However, the static settings were qualified by the following two observations: on the one hand, a demand function may not only depends on the static value of $p$ , but also be affected by the trend of $p$ ’s changing [Evans, 1924, Mazumdar et al., 2005]; on the other hand, even if $F(p)$ is static, $p$ itself might change over time according to other factors such as inventory level [Kincaid and Darling, 1963]. As a result, it is necessary to consider dynamics in both demand and price, which leads to a “dynamic pricing” problem setting.

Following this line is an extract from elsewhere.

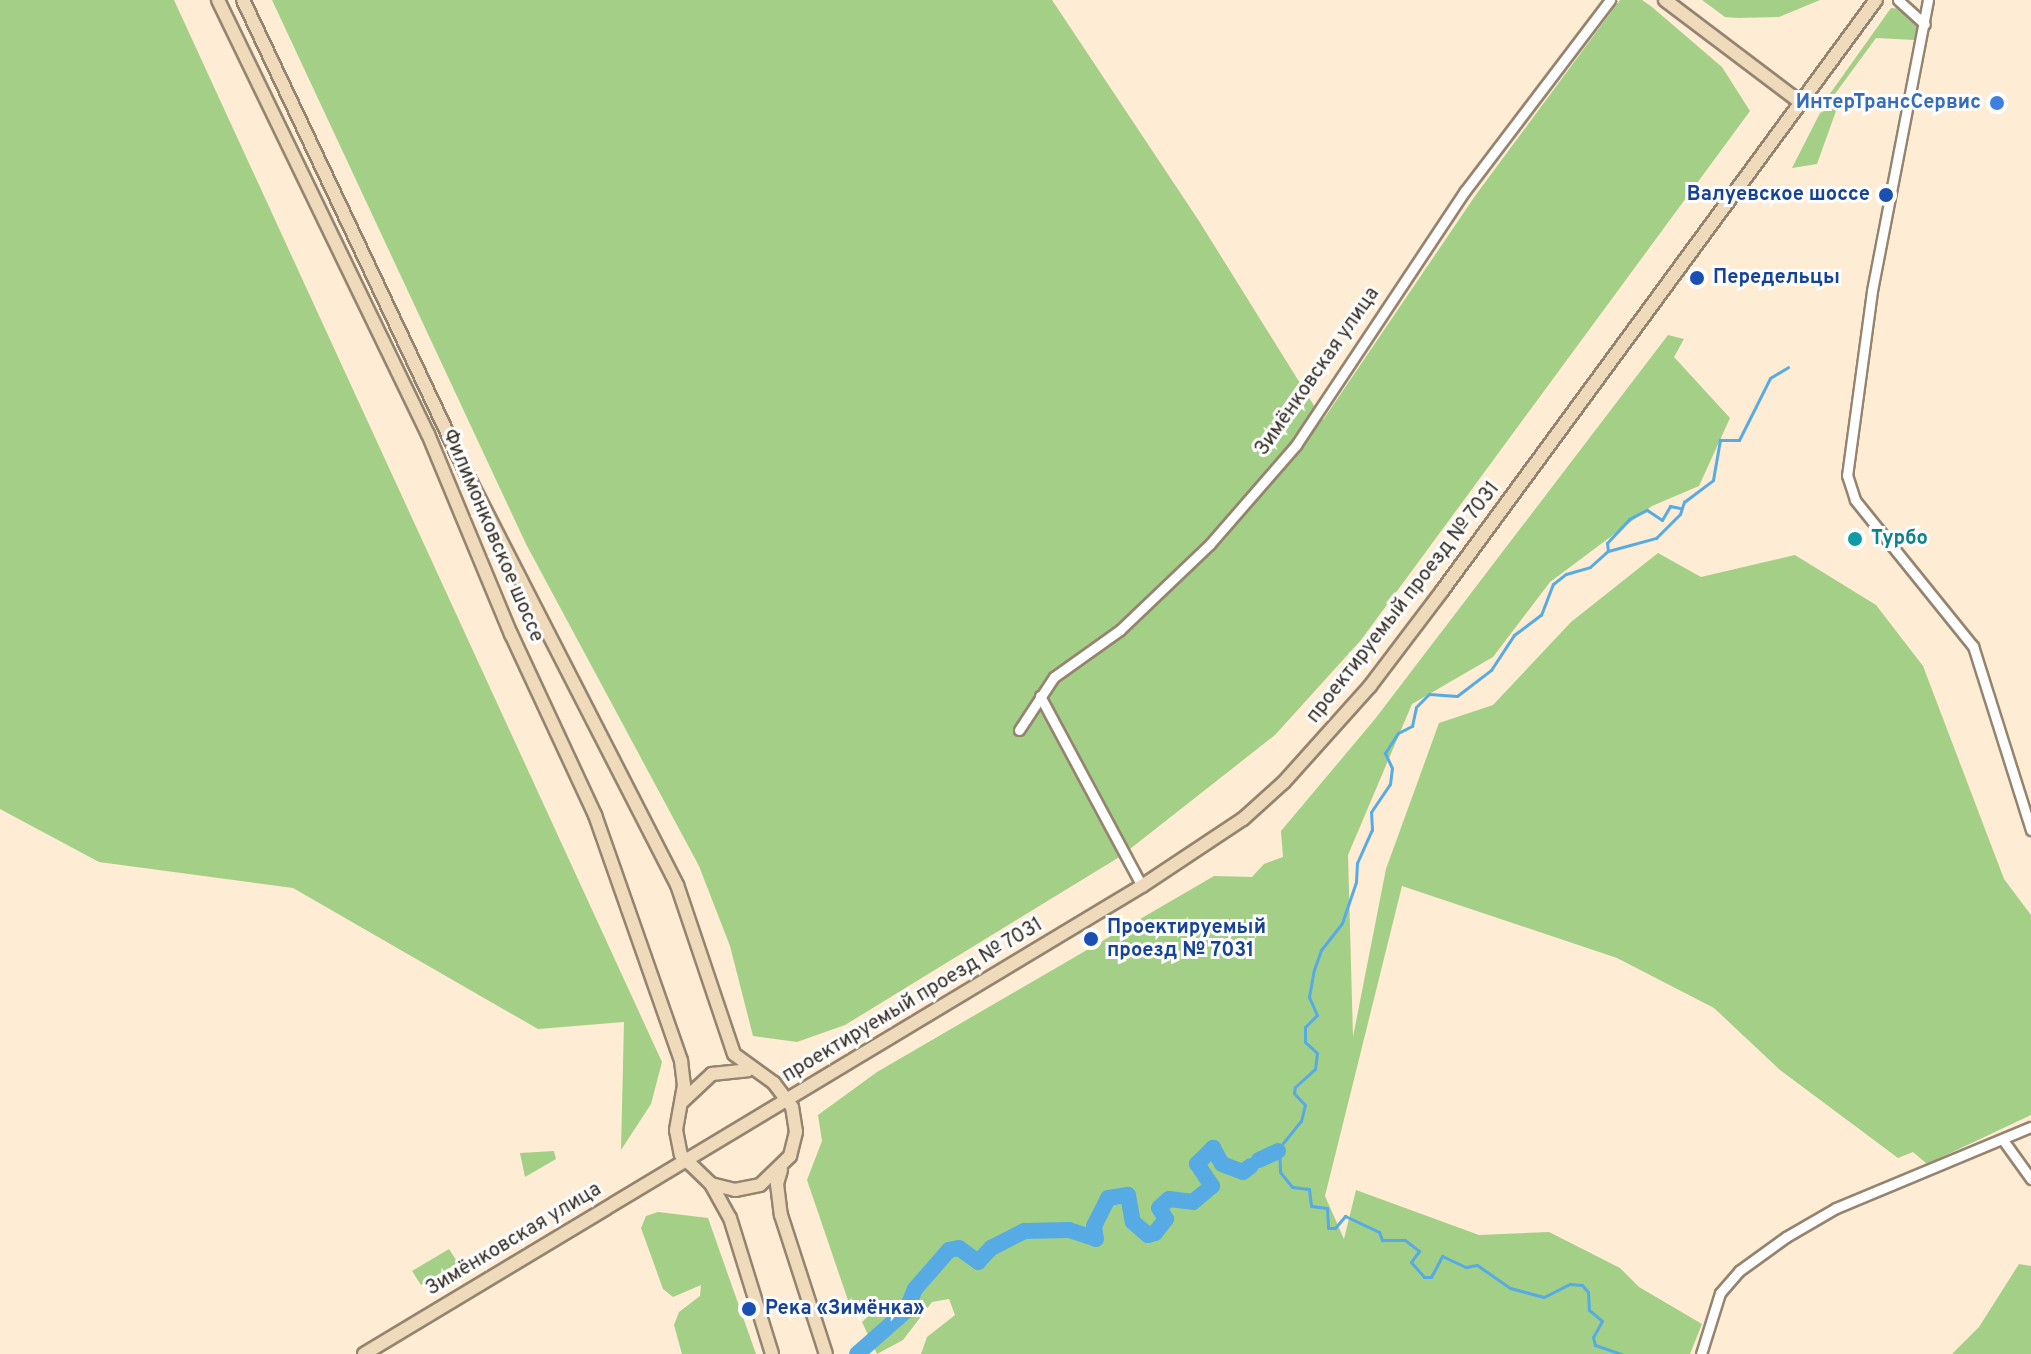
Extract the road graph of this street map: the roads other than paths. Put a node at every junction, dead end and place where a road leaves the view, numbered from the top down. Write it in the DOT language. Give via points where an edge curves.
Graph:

A.2 Dynamic Pricing as Bandits

As is said in Section 2, the pricing problem can be viewed as a stochastic contextual bandits problem [see, e.g., Langford and Zhang, 2007, Agarwal et al., 2014]. Even though we may not know the form of the demand function, we can definitely see feedback of demands, i.e. how many products are sold out, which enables us to learn a better decision-making policy. Therefore, it can be studied in a bandit module. If the demand function is totally agnostic, i.e. the evaluations (the highest prices that customers would accept) come at random or even at adversary over time, then it can be modeled as a Multi-arm bandit (MAB) problem [Whittle, 1980] exactly. In our paper, instead, we focus on selling different products with a great variety of features. This can be characterized as a Contextual bandit (CB) problem [Auer et al., 2002, Langford and Zhang, 2007]. The work Cohen et al. [2020], which applies the “EXP-4” algorithm from Auer et al. [2002], also mentions that “the arms represent prices and the payoffs from the different arms are correlated since the measures of demand evaluated at different price points are correlated random variables”. A variety of existing works, including Kleinberg and Leighton [2003], Araman and Caldentey [2009], Chen and Farias [2013], Keskin and Zeevi [2014], Besbes and Zeevi [2015], has been approaching the demand function from a perspective of from either parameterized or non-parameterized bandits.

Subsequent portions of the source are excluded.